As to the foreign secretary’s claim that Israel’s actions had reduced the space for diplomacy, the evidence points in the opposite direction.
Only days after her remarks, Israel and Lebanon agreed on a potentially significant deal as part of ongoing direct talks made possible only because of Israeli military pressure on Hezbollah. For decades, Hezbollah has acted as Iran’s most powerful regional proxy, exercising enormous influence over Lebanon’s political and security institutions. By significantly weakening the Shia terror group, Israel has helped restore a degree of Lebanese sovereignty, enabling the government to enter into negotiations with Israel despite the opposition of Hezbollah and the Iranian regime.
Cooper rightly said that “Hezbollah must end attacks on Israel and disarm”, but it is difficult to see how statements from foreign capitals alone could achieve this.
The persistent blurring of responsibility in official British statements is puzzling given that Iran’s leadership is committed to Israel’s destruction and has spent years building what it proudly describes as a regional “axis of resistance”, stretching from Lebanon and Gaza to Yemen and beyond.
If British statements have any practical effect, this habit of false equivalence risks encouraging precisely the actors threatening the “peace and stability” the foreign secretary invokes, while straining relations with an ally whose security concerns Britain professes to take seriously.

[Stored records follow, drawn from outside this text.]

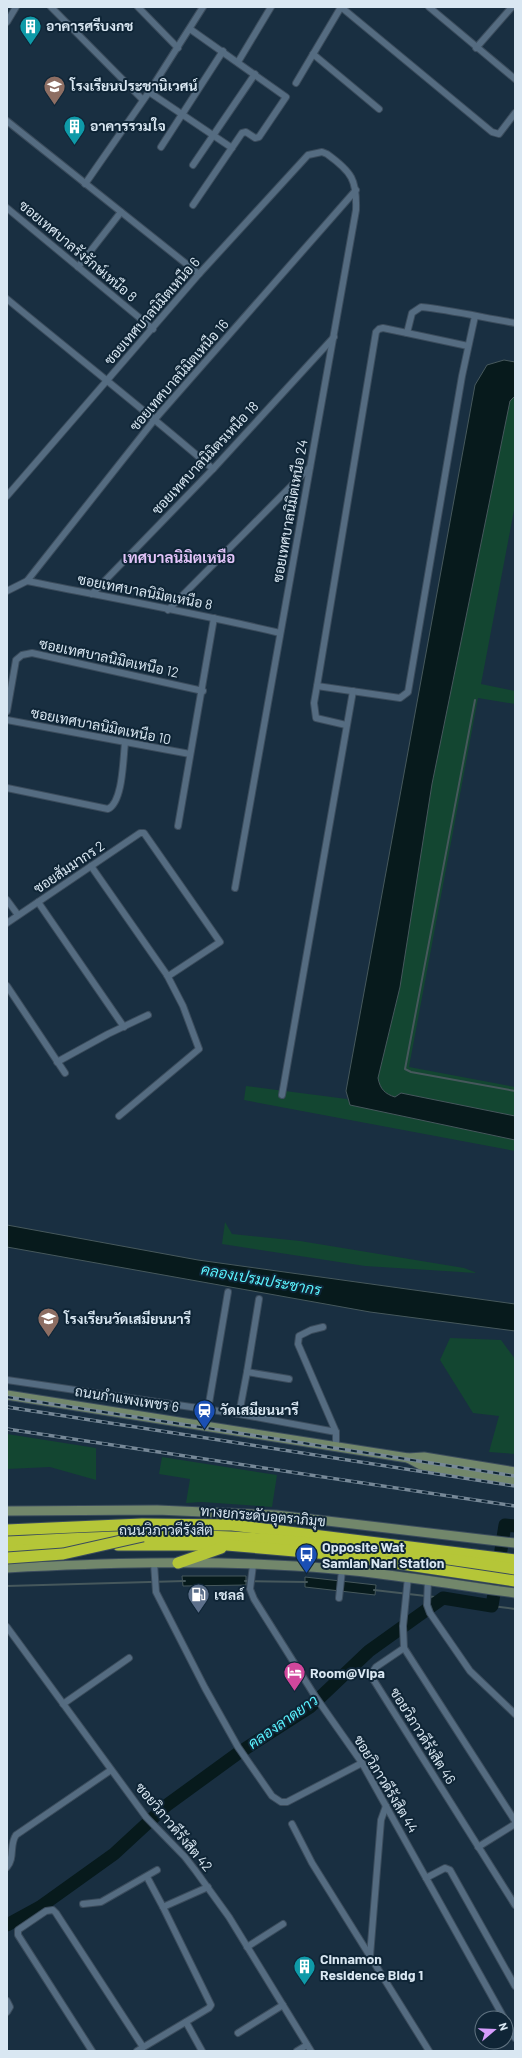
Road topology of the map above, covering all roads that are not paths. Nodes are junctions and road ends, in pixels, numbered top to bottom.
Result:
1 (16, 7) edge
2 (51, 7) edge
3 (138, 7) edge
4 (203, 7) edge
5 (271, 7) edge
6 (341, 7) edge
7 (429, 7) edge
8 (512, 7) edge
9 (7, 22) edge
10 (190, 29) junction
11 (178, 48) junction
12 (476, 48) junction
13 (223, 51) junction
14 (313, 54) junction
15 (238, 62) junction
16 (255, 74) junction
17 (515, 79) edge
18 (296, 82) dead end
19 (149, 92) junction
20 (143, 100) junction
21 (379, 109) dead end
22 (515, 113) edge
23 (181, 115) junction
24 (7, 121) edge
25 (212, 135) junction
26 (161, 147) dead end
27 (232, 148) junction
28 (322, 152) joint
29 (192, 165) dead end
30 (85, 184) junction
31 (356, 190) junction
32 (193, 205) dead end
33 (7, 208) edge
34 (120, 212) junction
35 (78, 267) junction
36 (199, 274) junction
37 (7, 300) edge
38 (475, 316) junction
39 (515, 323) edge
40 (153, 329) junction
41 (407, 333) junction
42 (334, 337) junction
43 (468, 346) junction
44 (107, 382) junction
45 (155, 419) junction
46 (310, 467) junction
47 (213, 469) junction
48 (7, 496) edge
49 (27, 581) junction
50 (7, 591) edge
51 (92, 594) junction
52 (168, 610) junction
53 (214, 618) junction
54 (280, 633) junction
55 (317, 686) junction
56 (203, 691) junction
57 (353, 691) junction
58 (7, 711) edge
59 (7, 720) edge
60 (346, 725) junction
61 (125, 743) junction
62 (190, 754) junction
63 (7, 788) edge
64 (178, 826) dead end
65 (91, 866) junction
66 (235, 888) dead end
67 (7, 900) edge
68 (38, 902) junction
69 (18, 915) junction
70 (7, 923) edge
71 (167, 975) junction
72 (7, 986) edge
73 (148, 1015) dead end
74 (124, 1026) junction
75 (57, 1062) junction
76 (65, 1073) dead end
77 (282, 1095) dead end
78 (119, 1116) dead end
79 (228, 1292) dead end
80 (259, 1299) dead end
81 (323, 1327) dead end
82 (247, 1372) junction
83 (289, 1379) dead end
84 (7, 1380) edge
85 (7, 1395) edge
86 (208, 1409) junction
87 (239, 1414) junction
88 (336, 1432) junction
89 (336, 1447) junction
90 (408, 1458) junction
91 (515, 1472) edge
92 (515, 1481) edge
93 (7, 1511) edge
94 (7, 1526) edge
95 (7, 1530) edge
96 (143, 1536) junction
97 (7, 1542) edge
98 (227, 1545) junction
99 (497, 1545) junction
100 (7, 1550) edge
101 (512, 1550) edge
102 (7, 1558) edge
103 (154, 1563) junction
104 (178, 1563) junction
105 (253, 1564) junction
106 (7, 1568) edge
107 (515, 1569) edge
108 (341, 1573) junction
109 (408, 1578) junction
110 (428, 1580) junction
111 (515, 1581) edge
112 (515, 1593) edge
113 (339, 1596) dead end
114 (7, 1627) edge
115 (404, 1648) junction
116 (129, 1658) dead end
117 (63, 1704) junction
118 (515, 1714) edge
119 (362, 1763) junction
120 (110, 1770) junction
121 (386, 1806) junction
122 (515, 1821) edge
123 (292, 1824) dead end
124 (515, 1824) edge
125 (478, 1847) junction
126 (7, 1867) edge
127 (157, 1870) dead end
128 (147, 1877) junction
129 (426, 1878) junction
130 (208, 1887) junction
131 (83, 1904) dead end
132 (515, 1905) edge
133 (163, 1907) junction
134 (283, 1924) dead end
135 (247, 1947) junction
136 (370, 1958) junction
137 (515, 1986) edge
138 (7, 2002) edge
139 (283, 2005) junction
140 (500, 2010) edge
141 (7, 2012) edge
142 (186, 2022) junction
143 (238, 2033) dead end
144 (308, 2045) junction
145 (143, 2047) junction
146 (92, 2051) edge
147 (137, 2051) edge
148 (202, 2051) edge
149 (297, 2051) edge
150 (311, 2051) edge
151 (429, 2051) edge

1 - 9 street
2 - 20 street
3 - 11 street
4 - 10 street
5 - 15 street
6 - 14 street
6 - 22 street
7 - 12 street
8 - 12 street
10 - 11 street
10 - 13 street
11 - 19 street
12 - 17 street
13 - 15 street
13 - 23 street
14 - 18 street
14 - 21 street
15 - 16 street
16 - 25 street
16 - 27 street
19 - 20 street
19 - 23 street
20 - 30 street
23 - 25 street
23 - 26 street
24 - 30 street
25 - 27 street
25 - 29 street
27 - 32 street
28 - 31 street, ซอยเทศบาลนิมิตเหนือ 24
28 - 36 street, ซอยเทศบาลนิมิตเหนือ 6
30 - 34 street
31 - 42 street, ซอยเทศบาลนิมิตเหนือ 24
31 - 45 street, ซอยเทศบาลนิมิตเหนือ 16
33 - 35 street, ซอยเทศบาลรังรักษ์เหนือ 8
34 - 35 street
34 - 36 street
35 - 40 street, ซอยเทศบาลรังรักษ์เหนือ 8
36 - 40 street, ซอยเทศบาลนิมิตเหนือ 6
37 - 44 street
38 - 39 street
38 - 41 street
38 - 43 street
40 - 44 street, ซอยเทศบาลนิมิตเหนือ 6
41 - 43 street
41 - 55 street
42 - 46 street, ซอยเทศบาลนิมิตเหนือ 24
42 - 47 street, ซอยเทศบาลนิมิตรเหนือ 18
43 - 57 street
44 - 45 street
44 - 48 street, ซอยเทศบาลนิมิตเหนือ 6
45 - 47 street
45 - 49 street, ซอยเทศบาลนิมิตเหนือ 16
46 - 52 street
46 - 54 street, ซอยเทศบาลนิมิตเหนือ 24
47 - 51 street, ซอยเทศบาลนิมิตรเหนือ 18
49 - 50 street
49 - 51 street, ซอยเทศบาลนิมิตเหนือ 8
51 - 52 street, ซอยเทศบาลนิมิตเหนือ 8
52 - 53 street, ซอยเทศบาลนิมิตเหนือ 8
53 - 54 street, ซอยเทศบาลนิมิตเหนือ 8
53 - 56 street
54 - 66 street, ซอยเทศบาลนิมิตเหนือ 24
55 - 57 street
55 - 60 street
56 - 58 street, ซอยเทศบาลนิมิตเหนือ 12
56 - 62 street
57 - 60 street
59 - 61 street, ซอยเทศบาลนิมิตเหนือ 10
60 - 77 street
61 - 62 street, ซอยเทศบาลนิมิตเหนือ 10
61 - 63 street
62 - 64 street
65 - 68 street, ซอยสัมมากร 2
65 - 71 street
65 - 71 street, ซอยสัมมากร 2
67 - 69 street
68 - 69 street, ซอยสัมมากร 2
68 - 74 street
69 - 70 street, ซอยสัมมากร 2
71 - 78 street
72 - 75 street
73 - 74 street
74 - 75 street
75 - 76 street
79 - 86 street
80 - 82 street
81 - 88 street
82 - 83 street
82 - 87 street
84 - 86 street
85 - 89 main road, ถนนกำแพงเพชร 6
86 - 87 street
87 - 88 street
88 - 89 street
89 - 90 main road, ถนนกำแพงเพชร 6
90 - 91 main road, ถนนกำแพงเพชร 6
90 - 92 main road, ถนนกำแพงเพชร 6
93 - 99 main road, ถนนวิภาวดีรังสิต
94 - 99 highway, ถนนวิภาวดีรังสิต
95 - 101 highway, ทางยกระดับอุตราภิมุข
96 - 97 highway, ทางยกระดับอุตราภิมุข, bridge
96 - 102 highway, bridge
96 - 107 highway, ทางยกระดับอุตราภิมุข
98 - 100 highway, ถนนวิภาวดีรังสิต
98 - 104 highway
98 - 111 highway, ถนนวิภาวดีรังสิต
99 - 101 highway, ถนนวิภาวดีรังสิต
103 - 104 main road
103 - 106 main road
103 - 119 street
104 - 105 main road
105 - 108 main road
105 - 119 street, ซอยวิภาวดีรังสิต 44
108 - 109 main road
108 - 113 street
109 - 110 main road
109 - 115 street
110 - 112 main road
110 - 118 street
114 - 117 street, ซอยวิภาวดีรังสิต 42
115 - 122 street
115 - 125 street, ซอยวิภาวดีรังสิต 46
116 - 117 street
117 - 120 street, ซอยวิภาวดีรังสิต 42
119 - 121 street, ซอยวิภาวดีรังสิต 44
120 - 126 street
120 - 130 street, ซอยวิภาวดีรังสิต 42
121 - 129 street, ซอยวิภาวดีรังสิต 44
121 - 136 street
123 - 136 street
124 - 125 street
125 - 132 street, ซอยวิภาวดีรังสิต 46
127 - 128 street
128 - 131 street
128 - 133 street
129 - 137 street
129 - 140 street, ซอยวิภาวดีรังสิต 44
130 - 133 street
130 - 135 street, ซอยวิภาวดีรังสิต 42
133 - 142 street
134 - 135 street
135 - 139 street, ซอยวิภาวดีรังสิต 42
136 - 151 street
138 - 141 street
139 - 143 street
139 - 144 street, ซอยวิภาวดีรังสิต 42
142 - 145 street
142 - 148 street
144 - 149 street
144 - 150 street, ซอยวิภาวดีรังสิต 42
145 - 146 street
145 - 147 street

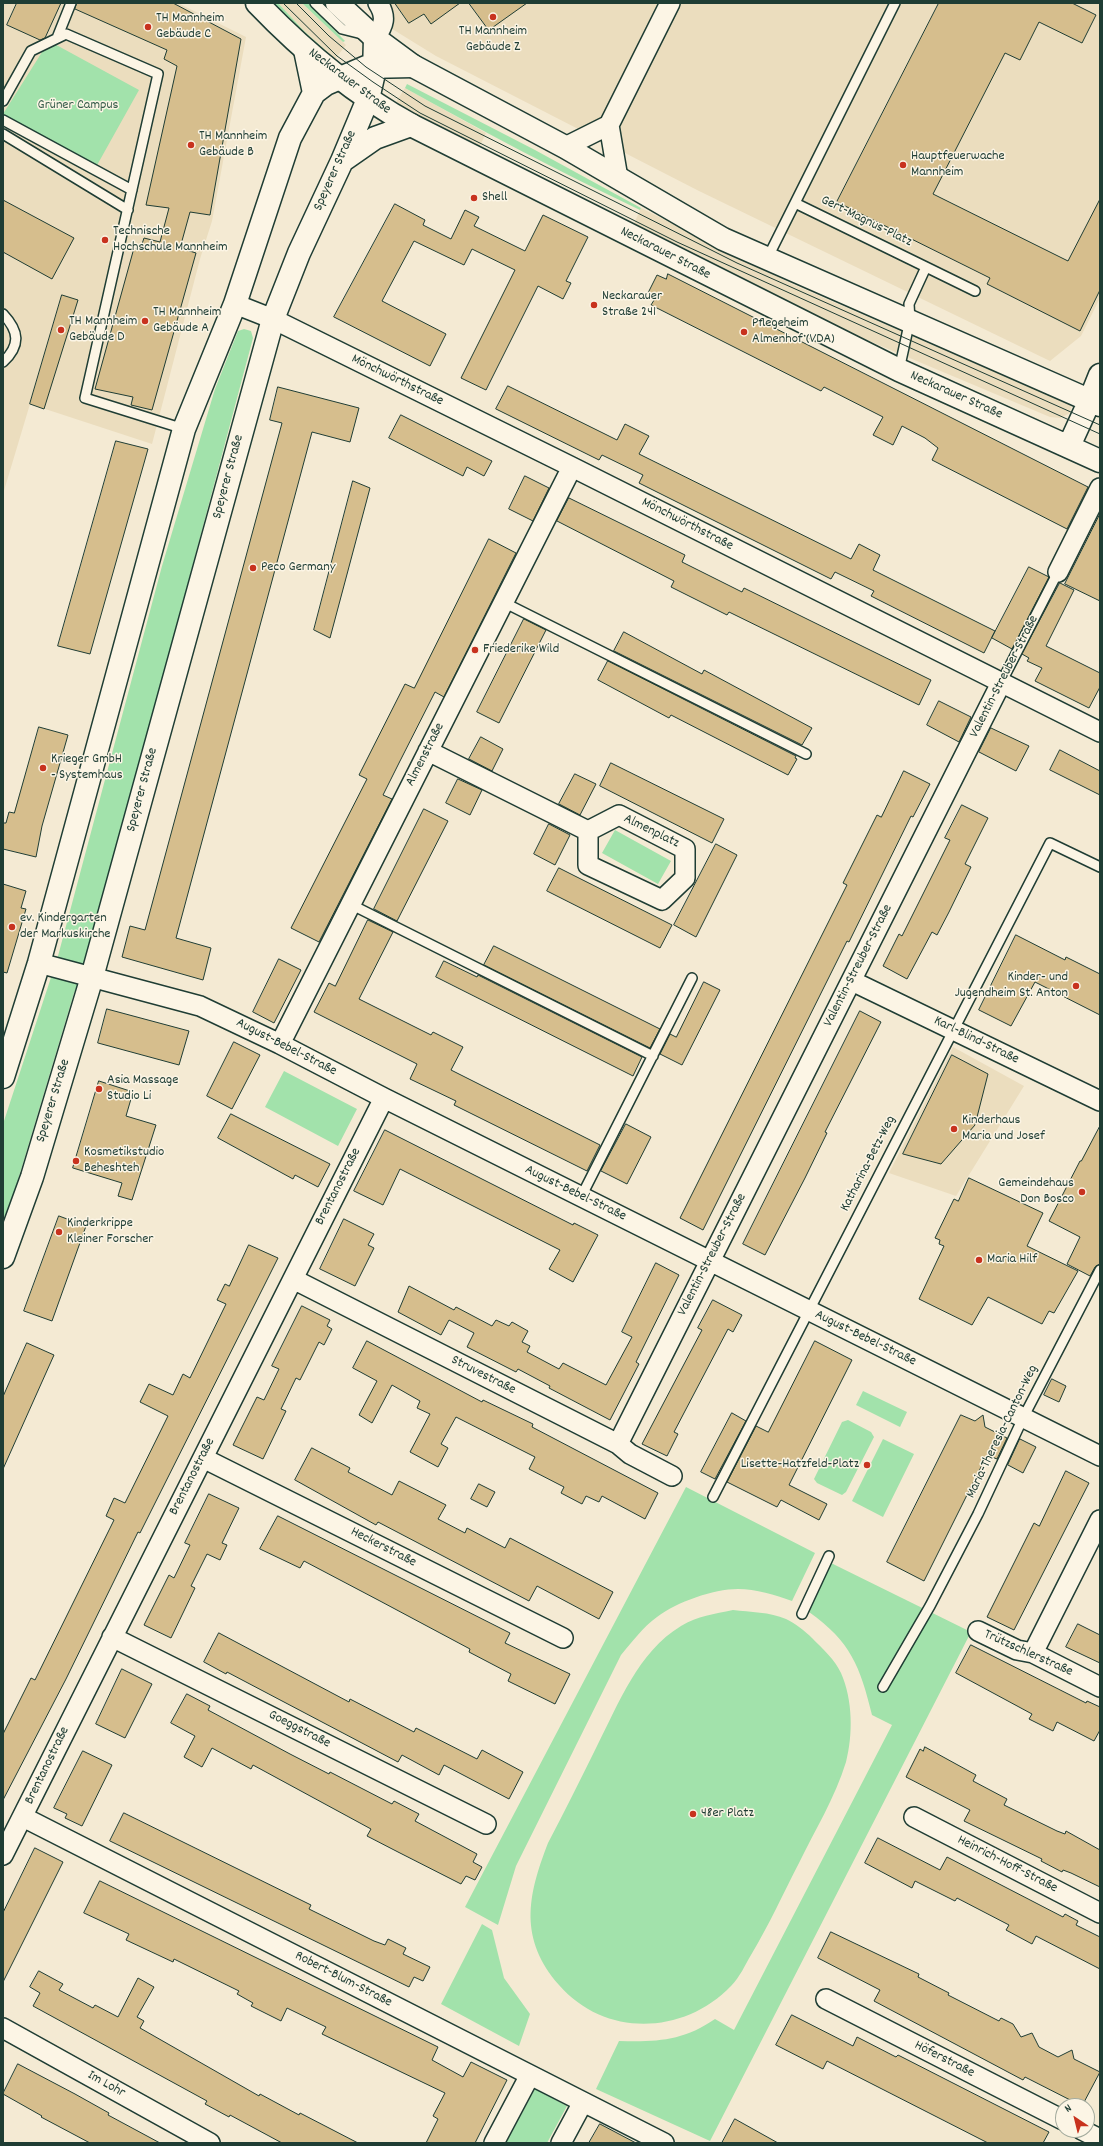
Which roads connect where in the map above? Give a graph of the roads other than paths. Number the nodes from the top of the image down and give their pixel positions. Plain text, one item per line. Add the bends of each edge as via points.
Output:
1 (71, 3) edge
2 (257, 3) edge
3 (315, 3) edge
4 (337, 3) edge
5 (378, 3) edge
6 (670, 3) edge
7 (895, 3) edge
8 (57, 38) junction
9 (375, 38) junction
10 (305, 50) junction
11 (375, 66) junction
12 (414, 66) junction
13 (338, 78) junction
14 (314, 93) junction
15 (368, 99) junction
16 (3, 101) edge
17 (3, 120) edge
18 (411, 125) junction
19 (608, 125) junction
20 (3, 134) edge
21 (565, 147) junction
22 (342, 161) junction
23 (618, 178) junction
24 (132, 190) junction
25 (795, 203) junction
26 (128, 210) junction
27 (767, 259) junction
28 (926, 267) junction
29 (975, 291) dead end
30 (236, 304) junction
31 (3, 314) edge
32 (272, 319) junction
33 (910, 320) junction
34 (3, 362) edge
35 (899, 370) junction
36 (1100, 375) edge
37 (1095, 403) edge
38 (184, 429) junction
39 (1069, 446) junction
40 (1100, 460) edge
41 (572, 467) junction
42 (1100, 488) edge
43 (1058, 572) joint
44 (503, 602) junction
45 (1001, 683) junction
46 (1100, 732) edge
47 (428, 751) junction
48 (806, 754) dead end
49 (588, 831) junction
50 (1100, 867) edge
51 (350, 904) junction
52 (39, 964) junction
53 (92, 977) junction
54 (692, 978) dead end
55 (852, 981) junction
56 (953, 1031) junction
57 (280, 1044) junction
58 (653, 1056) junction
59 (3, 1077) edge
60 (384, 1098) junction
61 (1100, 1101) edge
62 (581, 1197) junction
63 (3, 1257) edge
64 (710, 1260) junction
65 (1100, 1270) edge
66 (293, 1279) junction
67 (809, 1312) junction
68 (1023, 1418) junction
69 (618, 1444) junction
70 (1100, 1456) edge
71 (203, 1458) junction
72 (672, 1476) dead end
73 (713, 1498) dead end
74 (1100, 1520) edge
75 (829, 1556) dead end
76 (802, 1614) dead end
77 (978, 1631) dead end
78 (112, 1637) junction
79 (563, 1638) dead end
80 (1033, 1653) junction
81 (883, 1687) dead end
82 (1100, 1687) edge
83 (23, 1817) junction
84 (914, 1817) dead end
85 (486, 1824) dead end
86 (3, 1855) edge
87 (1100, 1913) edge
88 (826, 1999) dead end
89 (3, 2028) edge
90 (530, 2075) junction
91 (583, 2102) junction
92 (1055, 2116) edge
93 (210, 2143) edge
94 (494, 2143) edge
95 (561, 2143) edge
96 (664, 2143) edge

1 - 8 lane
2 - 10 street, Neckarauer Straße
3 - 9 lane via 342,29
4 - 9 street
5 - 9 street via 385,19
6 - 19 street
7 - 25 lane
8 - 16 lane via 31,51
8 - 24 lane via 66,34 158,74
9 - 11 street, Speyerer Straße
9 - 12 street
10 - 13 street, Neckarauer Straße
10 - 14 street
11 - 12 street
11 - 13 street
11 - 15 street, Speyerer Straße
12 - 21 street
13 - 14 street
13 - 15 street, Neckarauer Straße
14 - 30 street via 290,138
15 - 18 street, Neckarauer Straße
15 - 22 street, Speyerer Straße
17 - 24 lane
18 - 22 street via 375,138
18 - 35 street, Neckarauer Straße
19 - 21 street
19 - 23 street
20 - 26 lane
21 - 23 street
22 - 32 street, Speyerer Straße via 299,253
23 - 27 street via 723,239
24 - 26 lane
25 - 27 lane
25 - 28 lane, Gert-Magnus-Platz
26 - 38 lane via 85,398
27 - 33 street
28 - 29 lane, Gert-Magnus-Platz
28 - 33 lane via 909,304
30 - 32 street
30 - 38 street
31 - 34 lane via 14,328 15,342 13,352
32 - 41 street, Mönchwörthstraße
32 - 53 street, Speyerer Straße
33 - 35 lane
33 - 37 street
35 - 39 street, Neckarauer Straße
36 - 37 street
37 - 39 street
38 - 52 street
39 - 40 street, Neckarauer Straße
41 - 44 street, Almenstraße
41 - 45 street, Mönchwörthstraße
42 - 43 street, Valentin-Streuber-Straße
43 - 45 lane, Valentin-Streuber-Straße
44 - 47 street, Almenstraße
44 - 48 lane
45 - 46 street, Mönchwörthstraße
45 - 55 street, Valentin-Streuber-Straße
47 - 49 street
47 - 51 street, Almenstraße
49 - 49 street, Almenplatz via 588,865 662,900 685,878 685,849 619,815
50 - 56 lane, Katharina-Betz-Weg via 1050,843
51 - 57 street, Almenstraße
51 - 58 lane
52 - 53 street, August-Bebel-Straße
52 - 59 street
53 - 57 street, August-Bebel-Straße via 200,1006
53 - 63 street, Speyerer Straße via 32,1177
54 - 58 lane
55 - 56 street, Karl-Blind-Straße
55 - 64 street, Valentin-Streuber-Straße
56 - 61 street, Karl-Blind-Straße
56 - 67 lane, Katharina-Betz-Weg
57 - 60 street, August-Bebel-Straße
58 - 62 lane
60 - 62 street, August-Bebel-Straße
60 - 66 street, Brentanostraße
62 - 64 street, August-Bebel-Straße
64 - 67 street, August-Bebel-Straße
64 - 69 street, Valentin-Streuber-Straße
65 - 68 lane, Maria-Theresia-Canton-Weg
66 - 69 street, Struvestraße
66 - 71 street, Brentanostraße
67 - 68 street, August-Bebel-Straße
67 - 73 lane, Katharina-Betz-Weg
68 - 70 street, August-Bebel-Straße
68 - 81 lane, Maria-Theresia-Canton-Weg via 978,1514 930,1606
69 - 72 street, Struvestraße via 630,1454
71 - 78 street, Brentanostraße
71 - 79 street, Heckerstraße
74 - 80 street
75 - 76 lane
77 - 80 street, Trützschlerstraße via 1016,1650
78 - 83 street, Brentanostraße
78 - 85 street, Goeggstraße
80 - 82 street, Trützschlerstraße
83 - 86 street, Brentanostraße
83 - 90 street, Robert-Blum-Straße
84 - 87 street, Heinrich-Hoff-Straße
88 - 92 street, Höferstraße
89 - 93 street, Im Lohr
90 - 91 street, Robert-Blum-Straße
90 - 94 street
91 - 95 street
91 - 96 street, Robert-Blum-Straße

Nor are such statements likely to impress Britain’s Gulf allies. They know who has armed militias across the Middle East, attacked their countries and sponsored proxy warfare from Yemen to Lebanon. They know that the principal threat to regional stability is not Israeli self-defence but Iranian expansionism.
Sir Keir Starmer has said since the start of the conflict that this is not Britain’s war, and neither Israel nor the US has asked Britain to join it. But while Britain is not militarily involved, that does not require it to adopt a position of strategic neutrality about the outcome.
It is firmly in Britain’s interests that Iran’s ability to destabilise the region is diminished, that its nuclear ambitions are thwarted and that Hezbollah’s grip on Lebanon is broken or at least weakened. It is also in Britain’s interests to confront a regime that the security services have identified as plotting attacks on UK soil.
A foreign policy guided by realism should have no difficulty recognising these facts. Britain need not endorse every Israeli action, but it should be clear-eyed and outspoken about who is driving this conflict and whose defeat would make both the Middle East and Britain safer.